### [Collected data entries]
==*==

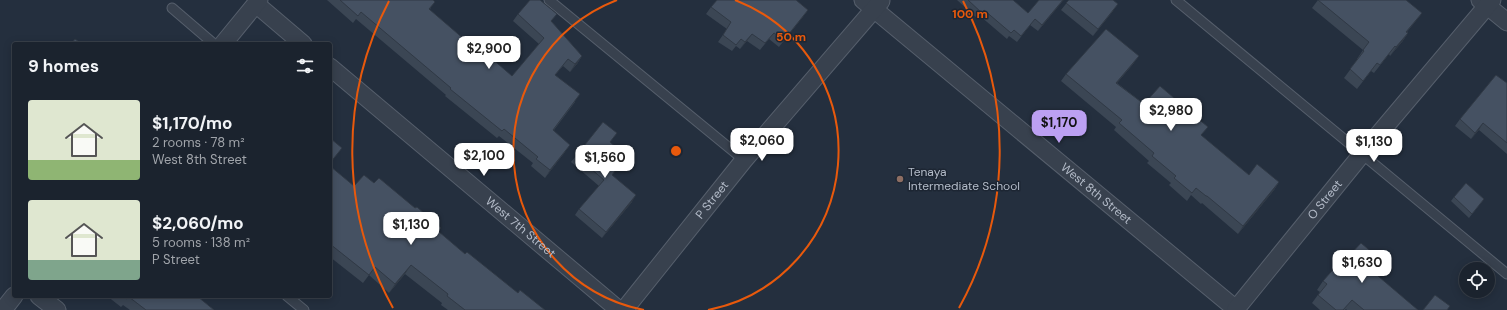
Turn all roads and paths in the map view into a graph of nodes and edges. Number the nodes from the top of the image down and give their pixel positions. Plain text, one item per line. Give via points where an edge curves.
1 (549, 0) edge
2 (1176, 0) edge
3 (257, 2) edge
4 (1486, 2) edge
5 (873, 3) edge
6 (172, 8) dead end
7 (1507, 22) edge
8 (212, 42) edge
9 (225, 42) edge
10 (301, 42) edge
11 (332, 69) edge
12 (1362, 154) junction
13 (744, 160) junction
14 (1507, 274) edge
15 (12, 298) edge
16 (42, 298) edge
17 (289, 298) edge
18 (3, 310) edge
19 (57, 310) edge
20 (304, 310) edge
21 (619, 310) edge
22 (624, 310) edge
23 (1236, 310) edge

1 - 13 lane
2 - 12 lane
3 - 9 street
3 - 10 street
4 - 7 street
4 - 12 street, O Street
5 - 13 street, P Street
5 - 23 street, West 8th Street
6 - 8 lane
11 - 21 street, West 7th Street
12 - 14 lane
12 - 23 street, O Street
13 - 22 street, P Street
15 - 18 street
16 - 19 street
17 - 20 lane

==*==

### [Exercise]
The data above must be given back verbatim, minus its images.

### [Exercise response]
Turn all roads and paths in the map view into a graph of nodes and edges. Number the nodes from the top of the image down and give their pixel positions. Plain text, one item per line. Give via points where an edge curves.
1 (549, 0) edge
2 (1176, 0) edge
3 (257, 2) edge
4 (1486, 2) edge
5 (873, 3) edge
6 (172, 8) dead end
7 (1507, 22) edge
8 (212, 42) edge
9 (225, 42) edge
10 (301, 42) edge
11 (332, 69) edge
12 (1362, 154) junction
13 (744, 160) junction
14 (1507, 274) edge
15 (12, 298) edge
16 (42, 298) edge
17 (289, 298) edge
18 (3, 310) edge
19 (57, 310) edge
20 (304, 310) edge
21 (619, 310) edge
22 (624, 310) edge
23 (1236, 310) edge

1 - 13 lane
2 - 12 lane
3 - 9 street
3 - 10 street
4 - 7 street
4 - 12 street, O Street
5 - 13 street, P Street
5 - 23 street, West 8th Street
6 - 8 lane
11 - 21 street, West 7th Street
12 - 14 lane
12 - 23 street, O Street
13 - 22 street, P Street
15 - 18 street
16 - 19 street
17 - 20 lane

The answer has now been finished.